I’m pretty sure the documentation is wrong. It makes no sense to subtract ir from pr. We need a ratio here not a difference. So I’m going to assume that we should be dividing not subtracting.
As both values become closer to each other, then you produce a ratio closer to 1, so when they are the same, this division becomes idempotent, if you will.
So as The denominator approaches 1 the iro is allowed to apply water up to the asa as this formula indicates that no runoff is occurring as your absorption rate and your application rate are in sync, there is a minimum 30 minute soak period once asa is achieved (since asa will almost always be less than the application amount).
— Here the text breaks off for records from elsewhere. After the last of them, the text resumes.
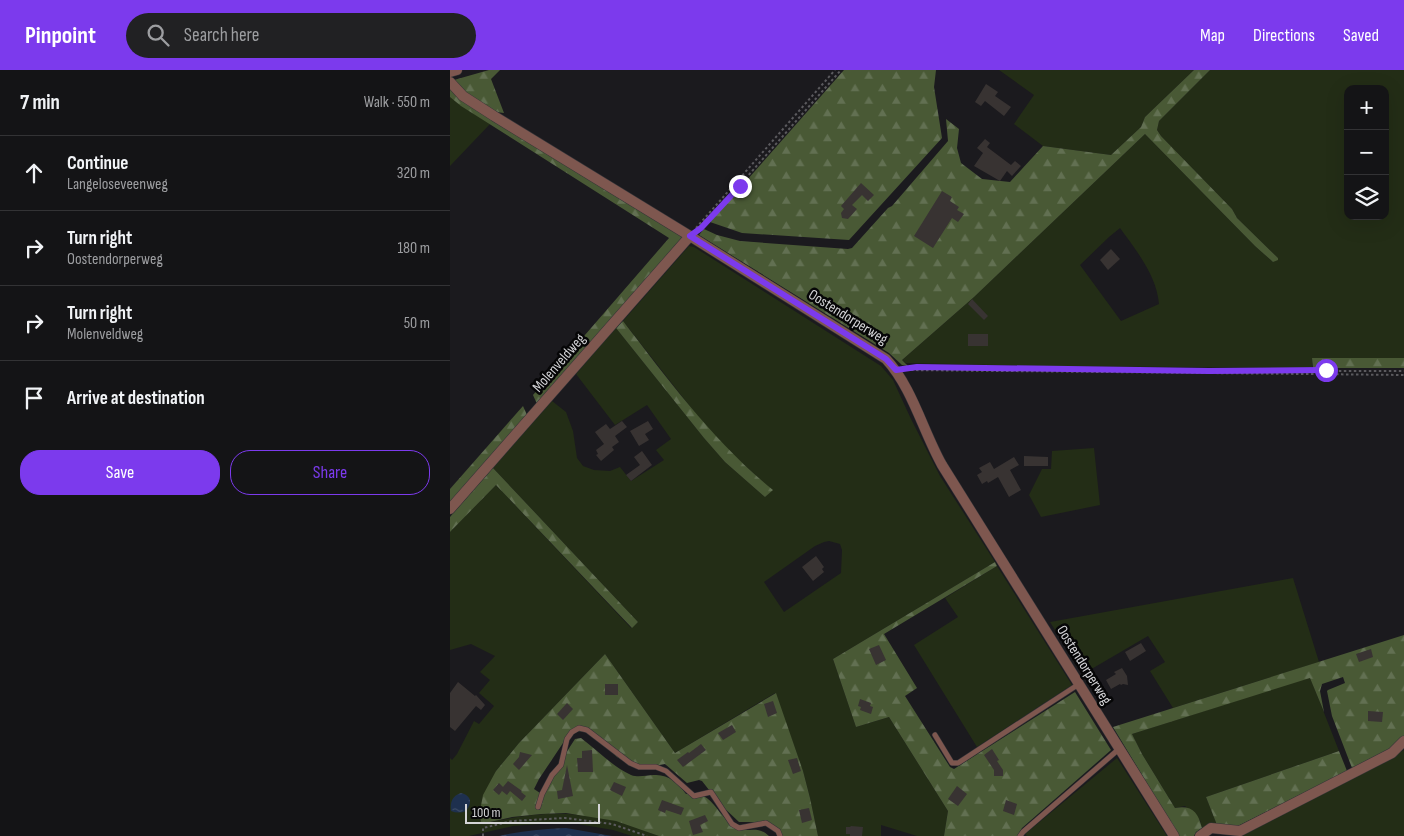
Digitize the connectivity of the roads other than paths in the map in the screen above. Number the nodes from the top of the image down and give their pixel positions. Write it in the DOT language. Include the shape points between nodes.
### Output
graph roads {
  1 [pos="457,70"];
  2 [pos="450,72"];
  3 [pos="450,82"];
  4 [pos="690,236"];
  5 [pos="450,509"];
  6 [pos="1079,684"];
  7 [pos="935,735"];
  8 [pos="1404,741"];
  9 [pos="1120,749"];
  10 [pos="538,807"];
  11 [pos="780,836"];
  12 [pos="1020,836"];
  13 [pos="1174,836"];
  14 [pos="1200,836"];
  1 -- 2 [label="street"];
  3 -- 4 [label="street, Oostendorperweg" via="463,96 494,116"];
  4 -- 5 [label="street, Molenveldweg"];
  4 -- 6 [label="street, Oostendorperweg" via="886,359 896,370 942,465"];
  6 -- 7 [label="lane" via="958,763 952,763"];
  6 -- 9 [label="street, Oostendorperweg"];
  8 -- 14 [label="street" via="1392,753 1240,830 1211,828"];
  9 -- 12 [label="lane"];
  9 -- 13 [label="street, Oostendorperweg"];
  10 -- 11 [label="lane" via="552,775 561,765 567,739 579,728 587,730 630,763 666,771 694,796 711,792 732,824 739,828 766,823"];
}
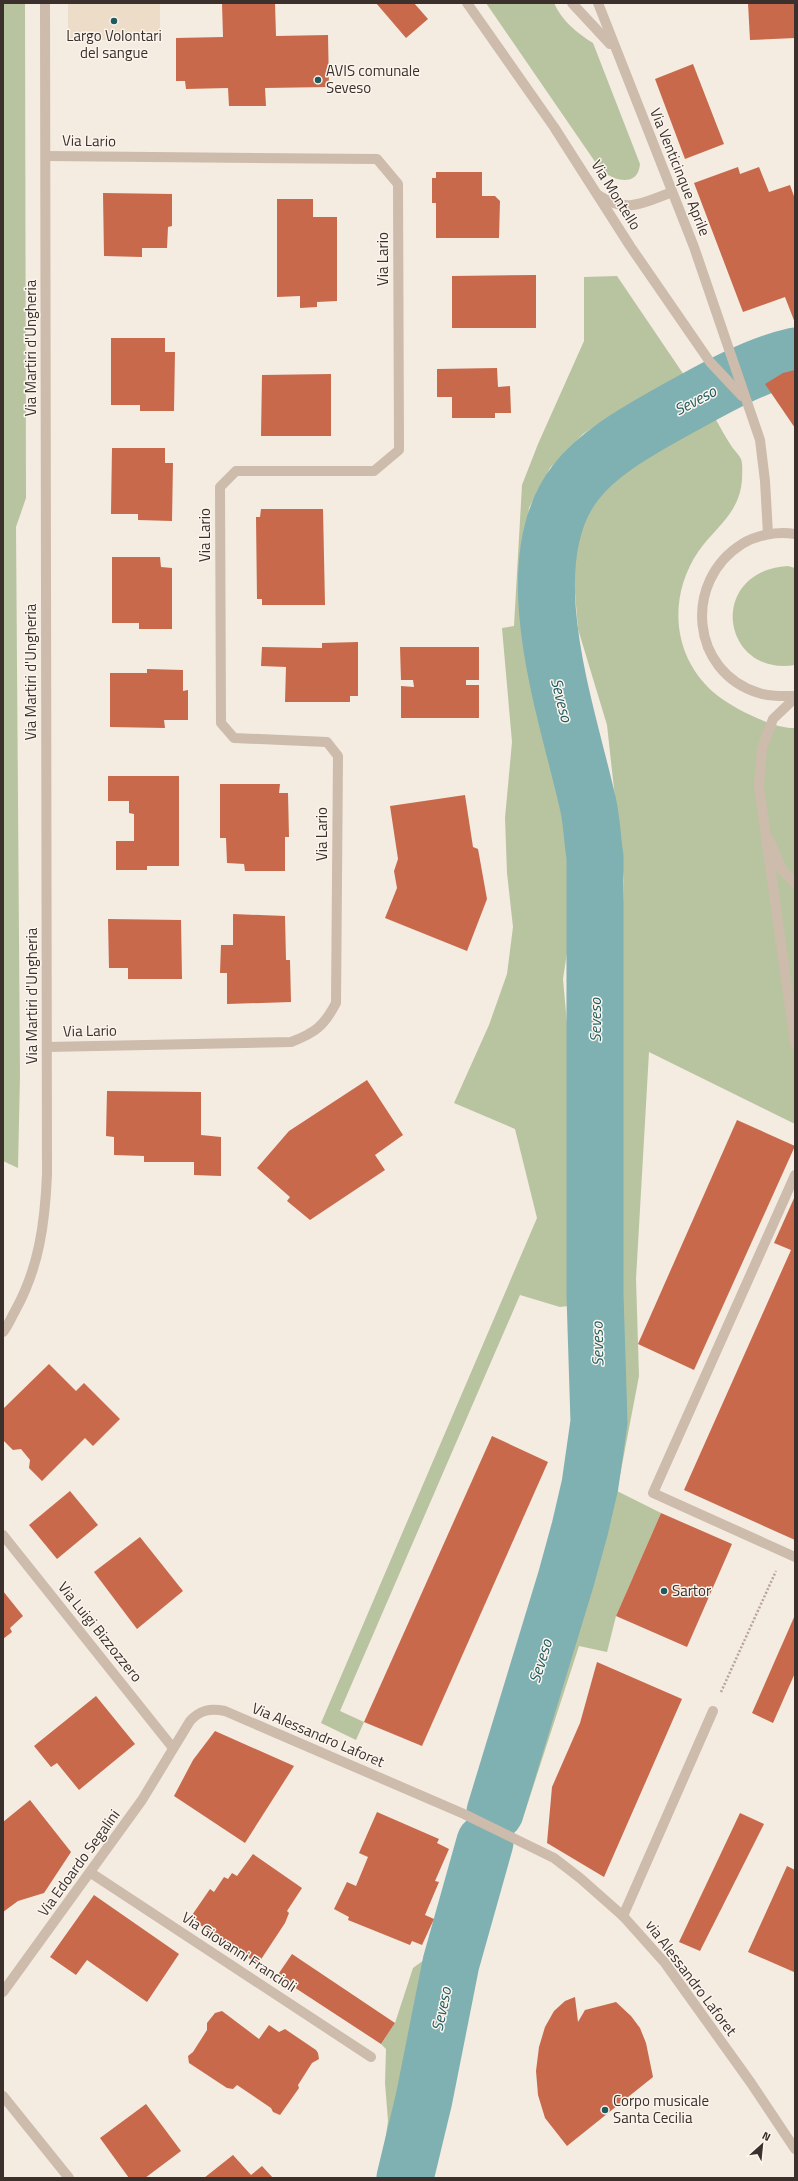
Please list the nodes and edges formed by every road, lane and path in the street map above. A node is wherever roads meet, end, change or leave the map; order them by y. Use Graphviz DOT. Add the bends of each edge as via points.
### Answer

So going with hard numbers (but simple), to explain my reasoning, but I’m probably wrong. if you are somehow capable of putting together an irrigation system that can only apply .1 inch an hour, and you have your soil set to clay so your asa is set to .2, I would expect the iro to take 2 hours to apply water and a third hour for the asa to reduce to zero (because the second hour’s worth of water needs another hour to absorb) for your system to deliver .2 inches of water (see footnote 1). If the moisture level is being raised to 1 inch, you can see how you are going to,run away on time and require 14 hours (last hour gets an implied soak as the schedule is complete). Now, to really put anybody reading to sleep, if we doubled our pr to .2, then we get a ratio that equals 2, .2 / .1 = 2 as we would expect, because we have doubled our application rate so we should achieve asa in half the time, 1 hour, then 1 hour to soak, bringing our total time down to 9 hours.
But you can’t remove the asa as you have in the second graph as this value is directly inproportionate with slope, as slope increases Asa decreases and you run the risk of loosing water due to run off, especially as pr goes up. Thus you are only computing how much time the irrigation should run to put out all water, ignoring how much actually translocated into the ground.
Either way, we are all about to learn something. we will wait for the Emil or the franz to chime in, however, I would expect this curve to appear asymptotic (as pr goes up) as demonstrated by your graphs, so i think your data tables are generated correctly, just with an inaccurate denominator.
Edit: I’ll dig into your spreadsheet later, I have tried but it is brutal on my iPad.
Footnotes:
- Not sure if they wait for all water to be absorbed or if they wait for the previously applied amount to half absorb and divide Asa / 2 to absorb. Time could be saved with the ladder, I think?